Sunday, November 20, 2011

HEARTH AND HOME MINI-ISSUE - How To Make Stocks, Broths, and Cream Soups

Greetings, Dear Friends! 

Right after I posted the November 15, 2011 issue of HEARTH AND HOME, I received the following letter from one of my readers. Becky H. from Tennessee writes...

"There are some of us out here (at least I am sure there is more than me) who would appreciate knowing how to make stock that comes out tasting not watery from the giblets, etc. of chicken, turkey or whatever (hate to throw those away). I've been cooking for years, but never quite mastered the art of beef stock, chicken stock, etc. and it's got to be better for me than those cans of stuff! We eat a LOT of chicken so I have, probably, 2 or 3 pounds of giblets in my freezer. Also how about something on making cream soups, so we don't have to buy cream of chicken, cream of mushroom etc.? Thanks!"

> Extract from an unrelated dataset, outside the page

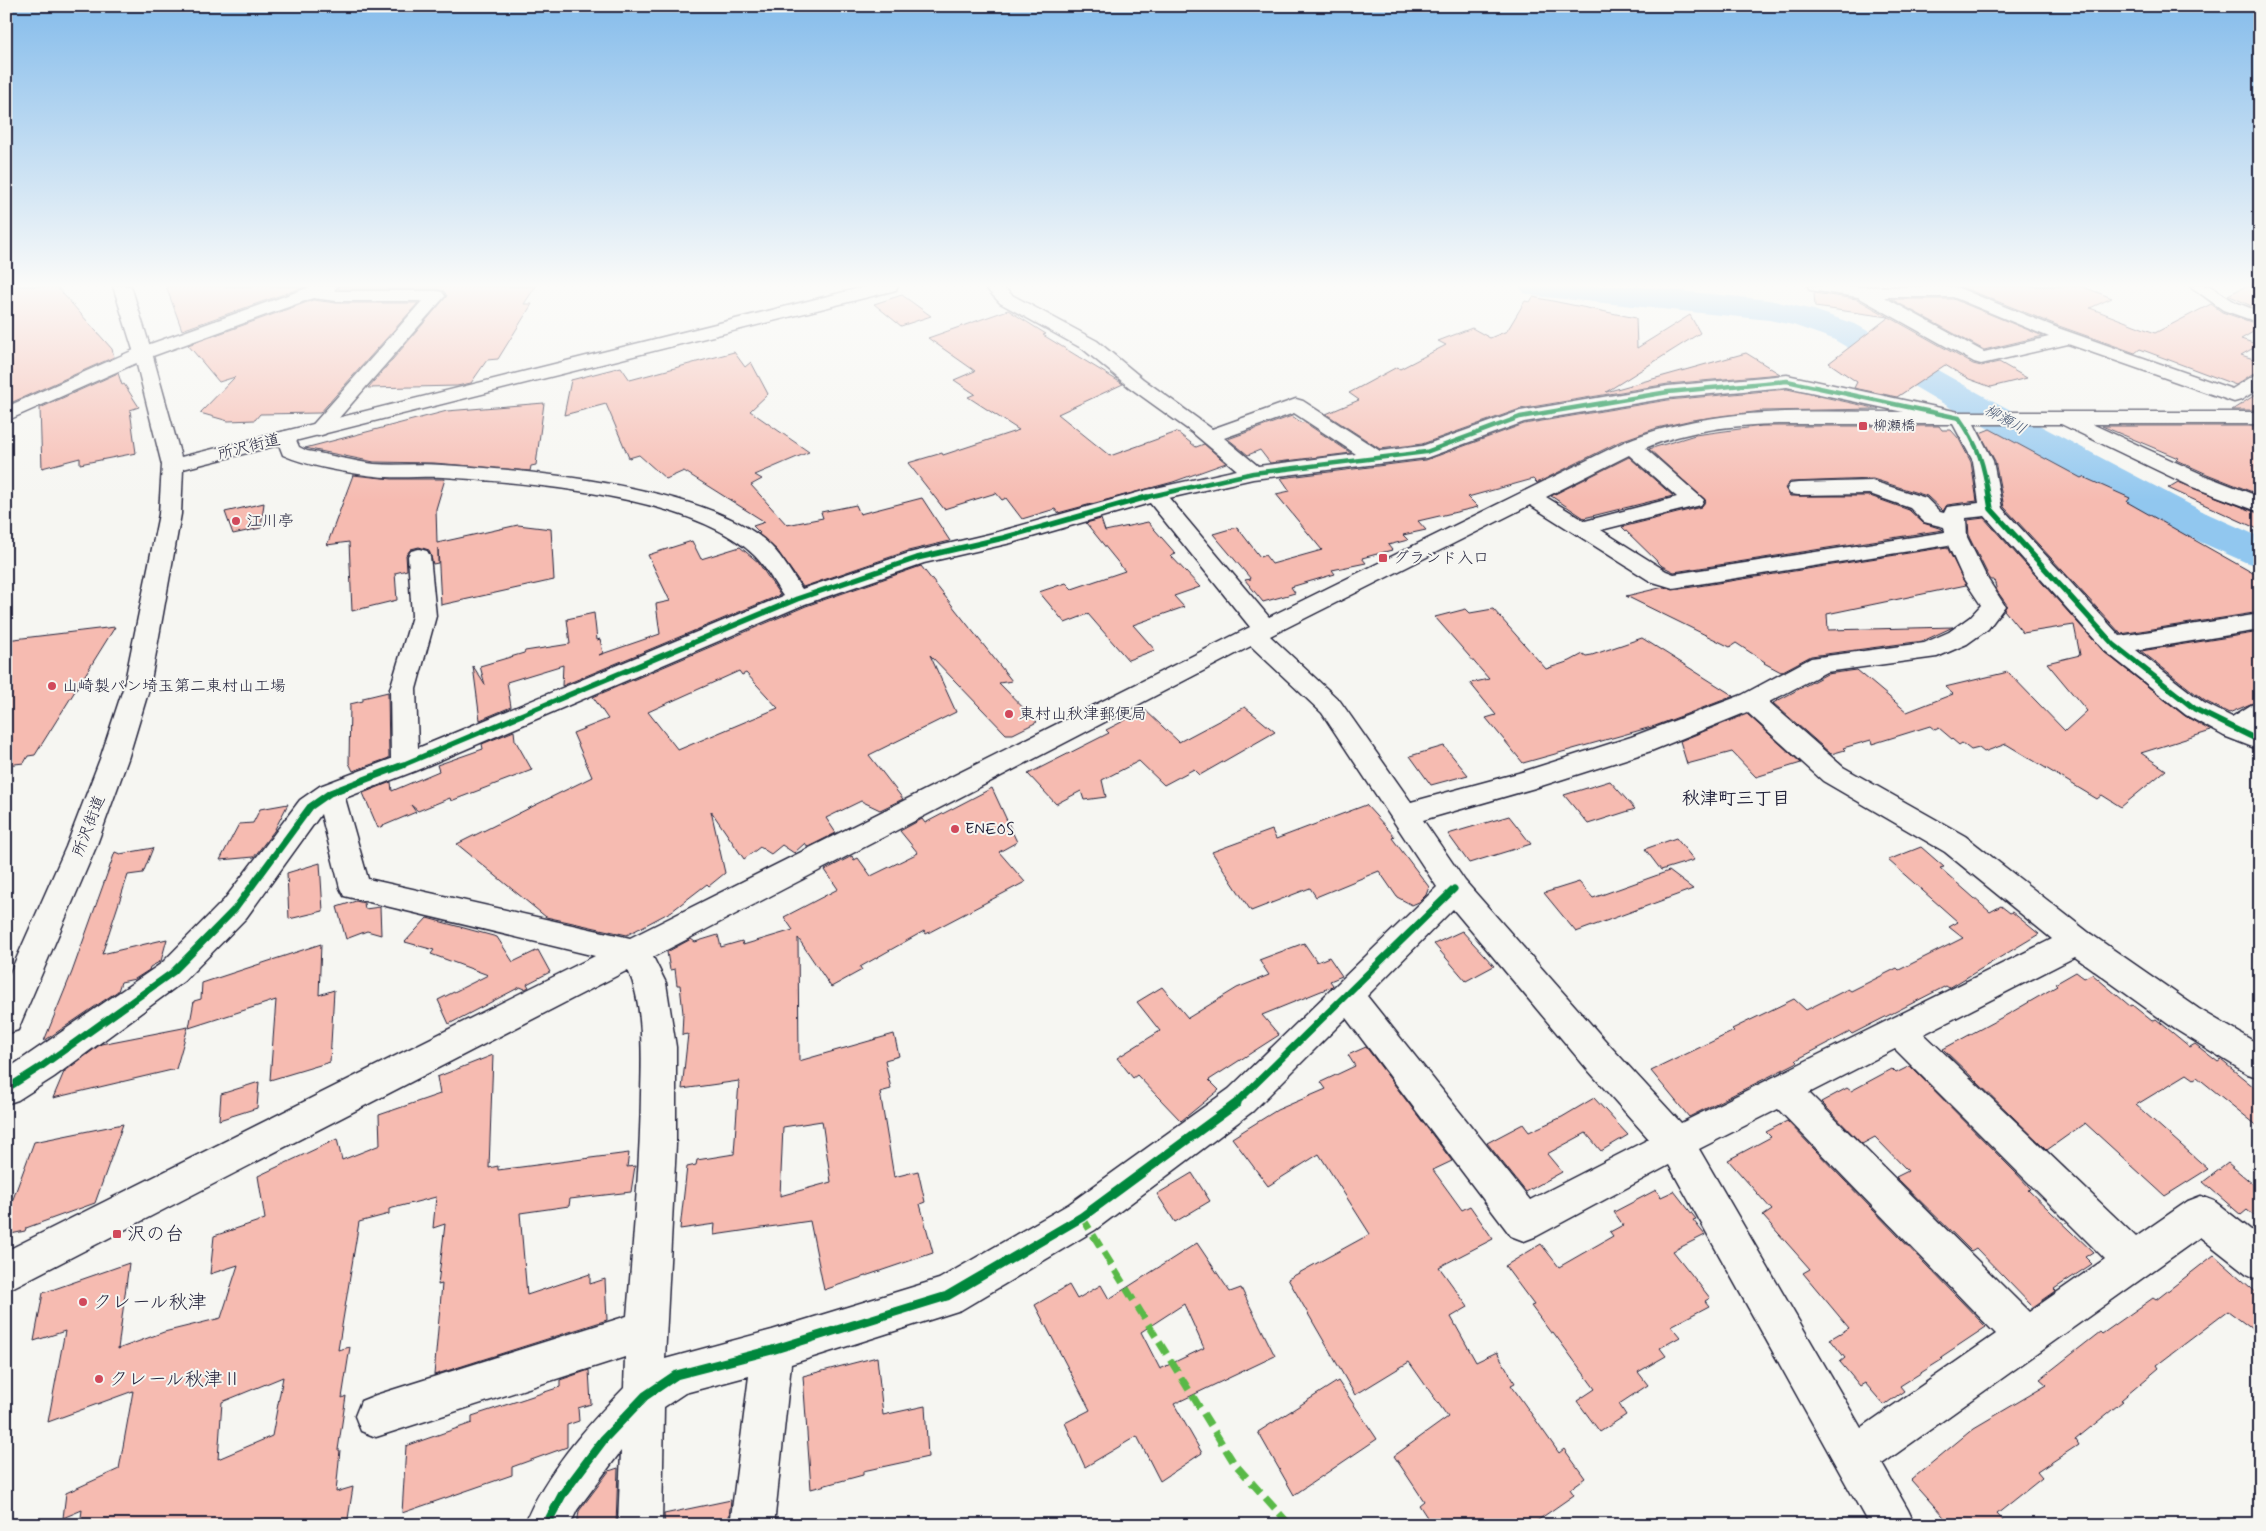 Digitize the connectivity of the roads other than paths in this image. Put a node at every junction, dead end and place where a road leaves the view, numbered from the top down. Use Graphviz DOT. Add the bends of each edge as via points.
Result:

I knew it would take me awhile to sit down and cover all that I wanted to in response to Becky's e-mail, so I immediately sent her an e-mail back telling her that I would answer her questions as soon as I could and, purposefully, set this afternoon aside to do. goes!


The giblets of a chicken or turkey include the gizzard, heart, liver, and neck, and are usually packaged and sold separately, or, are located in a small package tucked away inside the neck or body cavity of the bird. This is especially true in the case of turkeys.

To turn giblets into useable broth, cover with water and sprinkle with 1/2 teaspoon salt, 2 peppercorns, 2 whole cloves, a small bay leaf, and a little onion. Heat to boiling; reduce heat. Simmer uncovered until gizzard is fork-tender.

Giblet broth can be used in stuffing, gravy, and recipes where chicken broth is specified. Cooked giblets can be cut up and added to gravy or stuffing.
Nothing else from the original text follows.